For speeding up processing times on the Collatz Conjecture project, locate the
collatz_sieve_1.21_windows_intelx86__opencl_amd_gpu.config (32 bit OS) or
collatz_sieve_1.21_windows_x86_64__opencl_amd_gpu.config (64 bit OS) file in the
C:\ProgramData\BOINC\projects\boinc.thesonntags.com_collatz project directory.
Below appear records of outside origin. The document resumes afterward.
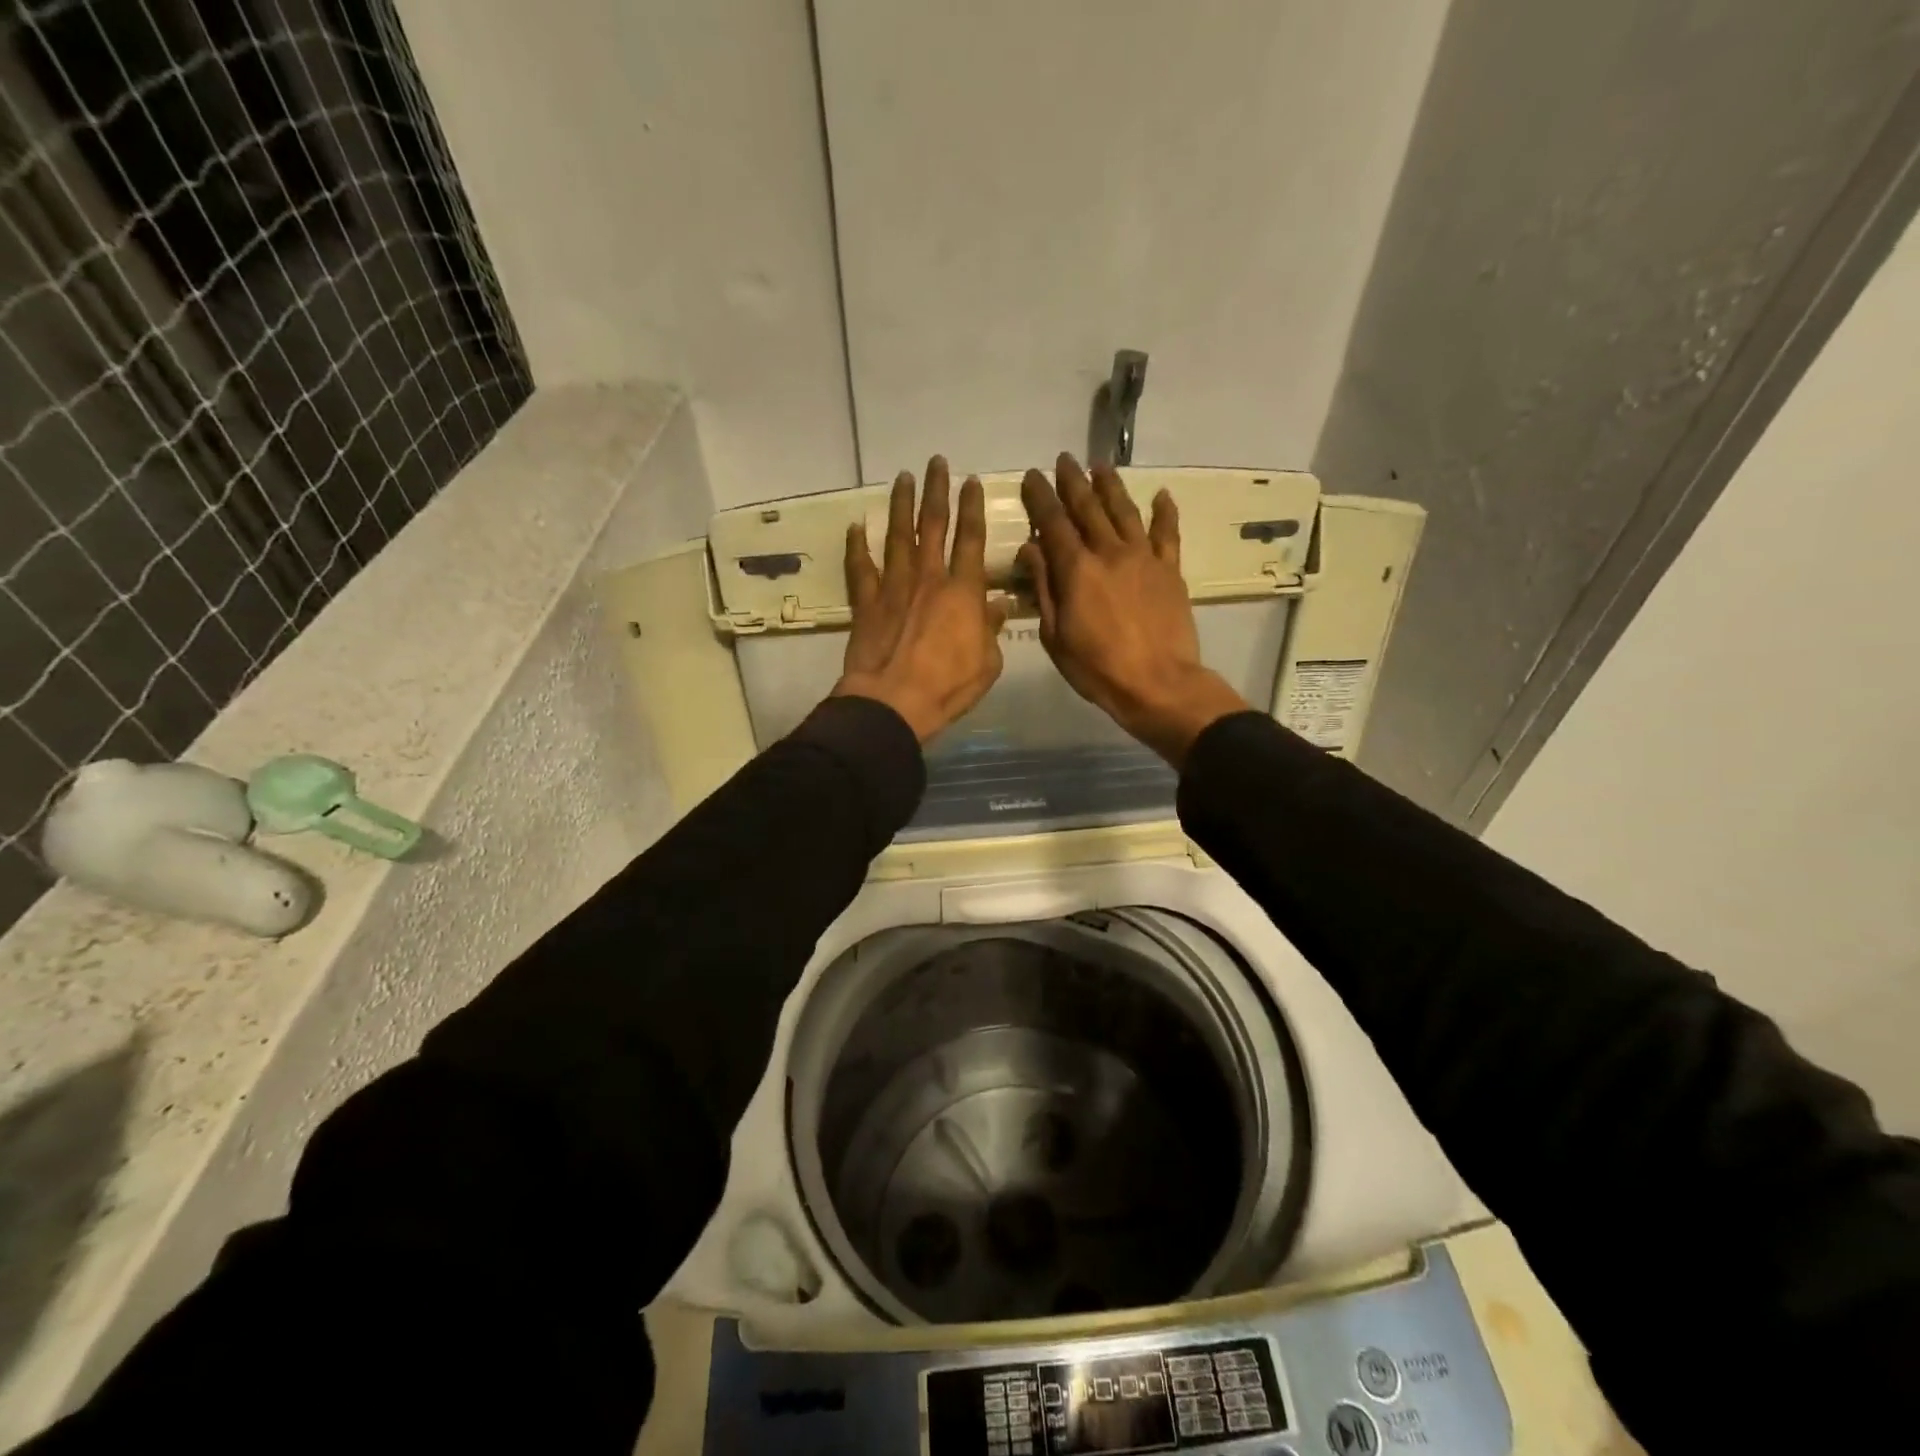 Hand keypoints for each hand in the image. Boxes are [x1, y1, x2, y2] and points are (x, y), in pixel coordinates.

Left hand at [833, 456, 1005, 742]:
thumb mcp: (987, 664)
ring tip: (902, 478)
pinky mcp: (867, 603)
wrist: (893, 702)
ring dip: (900, 505)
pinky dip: (856, 546)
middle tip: (935, 462)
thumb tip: (998, 605)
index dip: (972, 508)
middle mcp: (928, 579)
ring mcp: (894, 587)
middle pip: (933, 525)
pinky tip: (855, 526)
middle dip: (936, 491)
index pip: (971, 539)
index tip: (972, 481)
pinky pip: (860, 568)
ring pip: (897, 536)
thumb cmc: (947, 686)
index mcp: (963, 592)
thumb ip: (991, 630)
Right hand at [1017, 453, 1248, 765]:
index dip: (1040, 497)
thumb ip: (1044, 587)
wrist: (1157, 683)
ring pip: (1124, 511)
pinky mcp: (1170, 570)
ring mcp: (1143, 558)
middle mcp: (1109, 552)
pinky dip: (1164, 512)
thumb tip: (1030, 549)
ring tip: (1100, 466)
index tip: (1032, 476)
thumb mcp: (1055, 635)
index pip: (1053, 523)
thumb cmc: (1097, 667)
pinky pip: (1167, 533)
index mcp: (1076, 569)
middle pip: (1088, 508)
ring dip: (1111, 486)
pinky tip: (1162, 495)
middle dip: (1073, 482)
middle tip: (1063, 460) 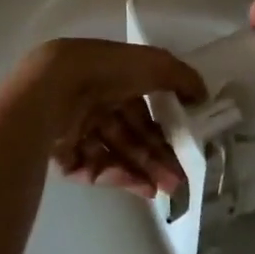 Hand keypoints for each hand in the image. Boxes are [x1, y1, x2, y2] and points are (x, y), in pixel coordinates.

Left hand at [14, 39, 204, 197]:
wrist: (51, 90)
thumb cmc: (104, 71)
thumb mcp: (153, 64)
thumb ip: (181, 77)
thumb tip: (203, 95)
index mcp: (110, 77)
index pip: (142, 105)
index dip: (164, 124)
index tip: (185, 143)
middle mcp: (92, 101)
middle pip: (130, 133)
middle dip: (157, 156)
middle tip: (180, 179)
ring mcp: (74, 128)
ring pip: (115, 153)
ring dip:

This will initially be an empty file. There are various settings that can be entered into this file to control the processing of the Collatz workunits with an empty configuration file, the workunits take approximately twice as long to process)
(name) (values)
verbose 1/0
If enabled, more data appears in the output - no effect on crunching
kernels/reduction 1 - 64
Number of kernels done before reducing. Higher numbers speed processing, too high crashes the video driver. 8 - 48 originally recommended although higher values work well with more powerful cards.
threads 6 - 11
Amount of GPU registers used (2^6 = 64, 2^11 = 2048) Bigger numbers allows more threads to be run in parallel, too big and slow external RAM needs to be used instead of the fast GPU registers. AMD best at 6 - 8, NVIDIA work best at 8 - 9 Bigger values for more modern cards.
lut_size 2 - 31
Size of the lookup table in powers of 2, each entry takes 8 bytes. (17 = 2^17 = 131,072 entries = 1,048,576 bytes or 1 GB) Larger is better, >20 will probably crash the GPU driver. Scale to fit in the GPU L1/L2 cache. 4GB cache = 512M entries = 2^19 entries -> 19
sieve_size 25 - 32
Size of the sieve used (2^25 to 2^32) as well as the number of of items per kernel (26 = roughly 1 million items per kernel, 27 = roughly 2 million items per kernel). Higher is better, too high crashes the GPU driver.
sleep >0
Number of milliseconds for the CPU to sleep while waiting for the kernel to be processed. Bigger values gives less CPU usage and better response but slows down the workunit processing.
cache_sieve 1/0
Cache the local sieve table between workunits. If 0, it's re-created for each workunit. Stored on disc not on the card, GPU memory size immaterial.
reduce_cpu 1/0
If enabled, more CPU utilisation (weirdly opposite to what the item name would suggest) but a more responsive graphics system.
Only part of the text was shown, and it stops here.